The amazing thing about this Psalm is that it seems to have been written to encourage faith in God during a time of tribulation in Israel, for verse 2 asks, "Wherefore shall the heathen say, Where is now their God?" It is as though enemies have gathered around Israel like scoffers around the cross of Christ, saying, "He trusted in God; let Him deliver Him now, if He will have Him" (Mt. 27:43). Where is your God now, Israel? Where is your God now, Jesus? Where is your God now Christian? Where is He now when you need Him? It is in the face of these taunts and persecutions that Israel, that you, are told, trust thou in the Lord; He is your helper and defender. It is often true that, rather than delivering you from your trials, God chooses, for your own good, to deliver you through your trials. He "preparest a table before me in the presence of mine enemies." Picture a small flock of sheep grazing green pastures and drinking still waters. Where are they? Not in the fold, safely locked away from predators, they are in the wilderness, under the eye of the wolf and lion, in the presence of their enemies, just like you. And the faith you are encouraged to have is faith in God when the storms arise and enemies surround. In sickness and tribulation and sorrow and loss, and even in the face of death itself. Because the One who dwells in Heaven and is able to do whatever pleases Him has promised that these things are but the fires that purify your gold, and that He will bring you safe at last to the Mansion He has prepared for you in Heaven.
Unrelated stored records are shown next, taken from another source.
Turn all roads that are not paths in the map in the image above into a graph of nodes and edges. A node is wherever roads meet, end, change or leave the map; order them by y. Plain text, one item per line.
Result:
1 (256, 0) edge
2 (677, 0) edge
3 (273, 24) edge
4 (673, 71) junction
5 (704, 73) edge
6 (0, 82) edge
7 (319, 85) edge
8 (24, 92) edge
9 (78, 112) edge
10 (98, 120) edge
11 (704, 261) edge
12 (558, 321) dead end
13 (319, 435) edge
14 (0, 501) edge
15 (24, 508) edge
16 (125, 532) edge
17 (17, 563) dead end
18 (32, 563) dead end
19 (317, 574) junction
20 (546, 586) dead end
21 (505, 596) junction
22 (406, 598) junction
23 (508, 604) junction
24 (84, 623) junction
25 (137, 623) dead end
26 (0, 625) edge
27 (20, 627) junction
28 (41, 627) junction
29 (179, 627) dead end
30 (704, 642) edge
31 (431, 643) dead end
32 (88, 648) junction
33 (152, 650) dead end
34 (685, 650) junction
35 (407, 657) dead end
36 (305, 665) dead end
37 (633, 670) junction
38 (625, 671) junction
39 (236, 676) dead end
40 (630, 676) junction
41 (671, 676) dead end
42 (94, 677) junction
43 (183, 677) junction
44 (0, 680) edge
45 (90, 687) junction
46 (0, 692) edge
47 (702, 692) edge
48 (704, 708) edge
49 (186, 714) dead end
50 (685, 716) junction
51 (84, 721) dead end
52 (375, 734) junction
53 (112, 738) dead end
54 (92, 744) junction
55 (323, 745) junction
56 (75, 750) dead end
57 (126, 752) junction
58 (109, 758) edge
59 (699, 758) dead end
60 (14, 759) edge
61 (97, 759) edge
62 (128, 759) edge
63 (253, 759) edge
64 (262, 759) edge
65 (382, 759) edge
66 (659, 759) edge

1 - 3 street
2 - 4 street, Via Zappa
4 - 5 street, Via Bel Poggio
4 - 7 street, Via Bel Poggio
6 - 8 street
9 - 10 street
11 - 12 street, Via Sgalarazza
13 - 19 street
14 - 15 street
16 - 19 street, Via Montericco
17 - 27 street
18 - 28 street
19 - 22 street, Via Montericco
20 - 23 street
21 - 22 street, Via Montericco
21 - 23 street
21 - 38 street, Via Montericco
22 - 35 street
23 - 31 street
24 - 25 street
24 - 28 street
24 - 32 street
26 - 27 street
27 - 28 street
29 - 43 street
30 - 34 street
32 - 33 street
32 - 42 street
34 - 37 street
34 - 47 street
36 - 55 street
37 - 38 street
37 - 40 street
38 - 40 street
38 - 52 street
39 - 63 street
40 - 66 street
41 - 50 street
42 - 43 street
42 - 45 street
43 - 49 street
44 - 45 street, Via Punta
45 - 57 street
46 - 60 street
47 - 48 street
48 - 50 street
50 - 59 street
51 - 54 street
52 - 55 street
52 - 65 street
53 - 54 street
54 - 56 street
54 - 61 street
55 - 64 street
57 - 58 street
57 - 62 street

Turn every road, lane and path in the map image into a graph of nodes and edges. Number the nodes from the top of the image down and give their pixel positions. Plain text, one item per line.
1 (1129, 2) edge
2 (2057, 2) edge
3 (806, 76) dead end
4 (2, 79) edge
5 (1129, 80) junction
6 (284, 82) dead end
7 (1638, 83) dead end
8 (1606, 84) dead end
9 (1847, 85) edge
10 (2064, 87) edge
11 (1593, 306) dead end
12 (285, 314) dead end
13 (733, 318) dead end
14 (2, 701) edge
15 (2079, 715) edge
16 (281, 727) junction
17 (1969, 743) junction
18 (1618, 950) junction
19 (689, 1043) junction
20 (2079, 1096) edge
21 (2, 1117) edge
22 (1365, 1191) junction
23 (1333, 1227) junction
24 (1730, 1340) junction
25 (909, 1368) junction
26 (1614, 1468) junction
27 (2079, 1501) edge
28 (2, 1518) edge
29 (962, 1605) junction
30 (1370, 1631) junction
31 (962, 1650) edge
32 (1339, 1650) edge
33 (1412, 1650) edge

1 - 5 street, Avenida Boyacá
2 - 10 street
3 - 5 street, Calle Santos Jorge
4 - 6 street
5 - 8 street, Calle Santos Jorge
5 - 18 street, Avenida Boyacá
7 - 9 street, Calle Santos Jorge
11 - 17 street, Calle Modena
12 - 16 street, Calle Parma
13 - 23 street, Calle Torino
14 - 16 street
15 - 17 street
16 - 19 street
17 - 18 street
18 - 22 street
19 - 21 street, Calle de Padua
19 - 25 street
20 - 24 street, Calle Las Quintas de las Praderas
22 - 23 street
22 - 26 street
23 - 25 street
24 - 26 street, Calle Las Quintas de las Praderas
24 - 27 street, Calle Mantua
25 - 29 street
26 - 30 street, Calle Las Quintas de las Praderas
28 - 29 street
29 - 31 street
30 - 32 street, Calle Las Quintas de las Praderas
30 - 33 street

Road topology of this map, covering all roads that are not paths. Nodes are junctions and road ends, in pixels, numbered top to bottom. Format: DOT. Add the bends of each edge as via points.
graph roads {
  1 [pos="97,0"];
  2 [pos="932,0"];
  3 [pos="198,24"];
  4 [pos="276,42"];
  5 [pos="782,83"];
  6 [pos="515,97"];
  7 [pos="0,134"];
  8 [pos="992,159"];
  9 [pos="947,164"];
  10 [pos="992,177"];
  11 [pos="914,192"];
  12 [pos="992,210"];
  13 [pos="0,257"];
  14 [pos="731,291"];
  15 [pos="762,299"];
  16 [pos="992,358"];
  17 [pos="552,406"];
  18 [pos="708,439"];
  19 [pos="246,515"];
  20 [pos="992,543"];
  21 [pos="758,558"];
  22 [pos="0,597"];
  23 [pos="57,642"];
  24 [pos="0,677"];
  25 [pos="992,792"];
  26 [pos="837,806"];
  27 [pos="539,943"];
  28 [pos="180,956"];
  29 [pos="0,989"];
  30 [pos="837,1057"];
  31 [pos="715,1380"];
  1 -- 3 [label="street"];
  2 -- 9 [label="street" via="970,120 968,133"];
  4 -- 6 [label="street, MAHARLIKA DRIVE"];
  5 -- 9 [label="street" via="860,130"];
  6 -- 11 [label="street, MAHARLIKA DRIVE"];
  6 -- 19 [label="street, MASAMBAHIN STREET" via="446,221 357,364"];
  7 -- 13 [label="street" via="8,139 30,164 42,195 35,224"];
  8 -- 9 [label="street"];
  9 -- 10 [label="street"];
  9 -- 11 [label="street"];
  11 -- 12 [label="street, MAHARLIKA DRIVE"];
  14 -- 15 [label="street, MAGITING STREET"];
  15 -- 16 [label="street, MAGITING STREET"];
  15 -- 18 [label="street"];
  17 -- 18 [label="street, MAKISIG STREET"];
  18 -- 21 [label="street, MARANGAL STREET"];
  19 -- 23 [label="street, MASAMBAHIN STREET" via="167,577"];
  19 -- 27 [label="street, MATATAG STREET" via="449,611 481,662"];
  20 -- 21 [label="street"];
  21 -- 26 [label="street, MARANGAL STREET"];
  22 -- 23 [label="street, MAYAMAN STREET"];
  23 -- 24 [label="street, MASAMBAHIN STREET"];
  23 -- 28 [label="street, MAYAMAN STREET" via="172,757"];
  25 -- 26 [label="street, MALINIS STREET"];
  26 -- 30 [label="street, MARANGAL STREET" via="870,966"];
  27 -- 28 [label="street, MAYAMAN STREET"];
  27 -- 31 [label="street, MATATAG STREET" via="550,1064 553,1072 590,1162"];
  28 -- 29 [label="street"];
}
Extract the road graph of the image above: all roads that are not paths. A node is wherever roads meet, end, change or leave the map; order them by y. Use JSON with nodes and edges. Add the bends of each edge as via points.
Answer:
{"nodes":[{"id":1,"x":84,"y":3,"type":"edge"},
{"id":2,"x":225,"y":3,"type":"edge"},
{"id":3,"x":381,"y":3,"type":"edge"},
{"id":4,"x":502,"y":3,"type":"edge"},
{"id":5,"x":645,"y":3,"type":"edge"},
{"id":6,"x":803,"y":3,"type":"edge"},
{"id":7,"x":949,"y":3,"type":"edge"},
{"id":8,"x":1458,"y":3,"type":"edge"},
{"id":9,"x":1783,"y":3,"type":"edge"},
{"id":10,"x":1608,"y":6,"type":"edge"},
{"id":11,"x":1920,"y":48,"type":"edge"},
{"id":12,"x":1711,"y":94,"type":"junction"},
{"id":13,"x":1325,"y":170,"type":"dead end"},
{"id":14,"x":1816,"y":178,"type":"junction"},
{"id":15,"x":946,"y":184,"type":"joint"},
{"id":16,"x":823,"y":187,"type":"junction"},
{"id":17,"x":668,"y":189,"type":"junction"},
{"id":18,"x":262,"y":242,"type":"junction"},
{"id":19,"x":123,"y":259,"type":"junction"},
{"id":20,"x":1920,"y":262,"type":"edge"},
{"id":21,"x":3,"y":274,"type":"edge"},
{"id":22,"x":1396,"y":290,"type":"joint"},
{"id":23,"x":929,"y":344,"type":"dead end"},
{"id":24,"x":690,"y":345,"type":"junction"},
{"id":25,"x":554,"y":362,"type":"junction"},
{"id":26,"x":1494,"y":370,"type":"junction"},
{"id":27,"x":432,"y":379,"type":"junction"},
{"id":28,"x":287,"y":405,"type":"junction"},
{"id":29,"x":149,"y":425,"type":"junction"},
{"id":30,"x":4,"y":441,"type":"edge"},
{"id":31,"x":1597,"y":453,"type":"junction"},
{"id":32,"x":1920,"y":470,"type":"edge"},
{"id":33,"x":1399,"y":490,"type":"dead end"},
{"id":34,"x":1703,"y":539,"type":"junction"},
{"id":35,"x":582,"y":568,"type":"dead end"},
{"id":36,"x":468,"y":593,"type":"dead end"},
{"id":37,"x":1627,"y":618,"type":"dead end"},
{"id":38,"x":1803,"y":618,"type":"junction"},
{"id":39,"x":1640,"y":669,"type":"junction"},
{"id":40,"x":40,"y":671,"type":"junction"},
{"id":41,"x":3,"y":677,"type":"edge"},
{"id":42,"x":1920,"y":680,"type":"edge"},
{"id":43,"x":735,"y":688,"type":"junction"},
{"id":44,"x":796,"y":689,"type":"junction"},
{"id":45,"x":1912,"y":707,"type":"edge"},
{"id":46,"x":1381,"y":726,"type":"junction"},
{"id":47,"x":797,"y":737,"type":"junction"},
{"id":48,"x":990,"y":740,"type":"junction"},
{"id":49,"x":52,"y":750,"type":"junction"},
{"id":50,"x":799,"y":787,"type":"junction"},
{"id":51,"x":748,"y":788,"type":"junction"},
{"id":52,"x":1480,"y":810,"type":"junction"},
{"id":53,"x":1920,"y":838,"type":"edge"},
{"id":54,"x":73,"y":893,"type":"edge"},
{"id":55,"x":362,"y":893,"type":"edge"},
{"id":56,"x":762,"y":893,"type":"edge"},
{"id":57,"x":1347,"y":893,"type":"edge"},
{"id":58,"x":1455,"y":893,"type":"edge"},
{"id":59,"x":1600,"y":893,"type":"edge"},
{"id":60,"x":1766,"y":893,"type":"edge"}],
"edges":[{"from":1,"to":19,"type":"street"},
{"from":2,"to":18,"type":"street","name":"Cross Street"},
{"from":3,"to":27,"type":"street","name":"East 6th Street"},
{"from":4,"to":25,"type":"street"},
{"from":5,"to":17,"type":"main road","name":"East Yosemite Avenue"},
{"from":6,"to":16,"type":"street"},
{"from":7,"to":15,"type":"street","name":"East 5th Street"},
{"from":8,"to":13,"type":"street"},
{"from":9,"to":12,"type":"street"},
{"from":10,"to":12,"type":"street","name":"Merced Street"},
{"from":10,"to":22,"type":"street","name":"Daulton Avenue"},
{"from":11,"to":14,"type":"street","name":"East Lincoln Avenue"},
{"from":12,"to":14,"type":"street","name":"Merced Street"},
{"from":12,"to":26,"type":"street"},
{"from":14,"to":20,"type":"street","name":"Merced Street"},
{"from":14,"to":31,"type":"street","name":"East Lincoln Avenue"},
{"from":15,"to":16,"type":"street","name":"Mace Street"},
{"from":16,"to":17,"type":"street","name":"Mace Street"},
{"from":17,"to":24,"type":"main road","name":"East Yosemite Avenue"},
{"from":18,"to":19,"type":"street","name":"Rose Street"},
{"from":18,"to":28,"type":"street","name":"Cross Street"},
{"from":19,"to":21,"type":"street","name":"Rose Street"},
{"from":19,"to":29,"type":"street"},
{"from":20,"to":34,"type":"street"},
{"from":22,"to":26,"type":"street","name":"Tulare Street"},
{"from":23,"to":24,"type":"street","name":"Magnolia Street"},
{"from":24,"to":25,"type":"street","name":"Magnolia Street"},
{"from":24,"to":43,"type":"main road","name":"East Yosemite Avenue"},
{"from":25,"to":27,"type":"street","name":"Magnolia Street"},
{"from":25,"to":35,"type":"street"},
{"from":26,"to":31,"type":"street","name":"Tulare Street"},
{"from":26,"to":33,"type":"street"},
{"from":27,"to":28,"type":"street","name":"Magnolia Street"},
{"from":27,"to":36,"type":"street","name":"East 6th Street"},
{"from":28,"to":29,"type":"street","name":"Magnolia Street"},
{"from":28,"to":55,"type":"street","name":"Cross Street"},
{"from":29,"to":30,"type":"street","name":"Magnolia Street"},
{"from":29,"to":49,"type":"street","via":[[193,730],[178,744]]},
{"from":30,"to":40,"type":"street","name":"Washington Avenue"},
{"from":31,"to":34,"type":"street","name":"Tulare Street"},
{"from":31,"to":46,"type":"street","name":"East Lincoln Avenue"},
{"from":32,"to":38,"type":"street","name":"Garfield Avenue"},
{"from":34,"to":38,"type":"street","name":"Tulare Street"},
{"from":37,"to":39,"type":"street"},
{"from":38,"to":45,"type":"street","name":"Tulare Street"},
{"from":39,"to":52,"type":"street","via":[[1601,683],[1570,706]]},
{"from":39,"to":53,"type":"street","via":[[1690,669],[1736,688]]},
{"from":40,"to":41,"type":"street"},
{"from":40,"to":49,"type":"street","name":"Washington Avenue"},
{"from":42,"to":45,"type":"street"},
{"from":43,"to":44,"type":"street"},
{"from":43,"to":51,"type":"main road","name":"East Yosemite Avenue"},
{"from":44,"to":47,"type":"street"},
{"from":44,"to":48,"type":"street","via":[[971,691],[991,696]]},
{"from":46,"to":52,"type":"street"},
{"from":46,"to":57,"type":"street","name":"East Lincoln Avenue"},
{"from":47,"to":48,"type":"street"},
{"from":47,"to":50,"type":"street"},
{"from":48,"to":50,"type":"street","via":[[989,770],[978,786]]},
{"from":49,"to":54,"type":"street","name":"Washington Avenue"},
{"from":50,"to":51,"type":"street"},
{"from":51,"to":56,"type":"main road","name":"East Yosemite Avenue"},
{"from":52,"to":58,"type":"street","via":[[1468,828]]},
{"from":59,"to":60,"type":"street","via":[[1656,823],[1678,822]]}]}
Father of all mercies, who has promised that all things work together for good to those who love Thee, grant us faith to tear the idols from our hearts and life in faith and obedience in Thee, now and forever, through Christ our Saviour. Amen.


  1. Bishop Campbell, the possibility of pun notwithstanding, this homily was a real "blessing" to read! To move from the stunning doctrine of the Triune Majesty's Self-sufficient, Self-contained--His aseity--to the utterly practical application to deeper communion with Him (all in one paragraph) was simply artful. What an indictment this is for the popular notion that theological profundity and practical application are contrary in the life of the Church! The treatment of idolatry, whether metal or mental, was also wonderful. Thank you for the great word to us. Blessings.

  2. Thank you for the very kind words, Brother. I hope I have faithfully expounded the Word, and that the Word proclaimed will help people grow in grace.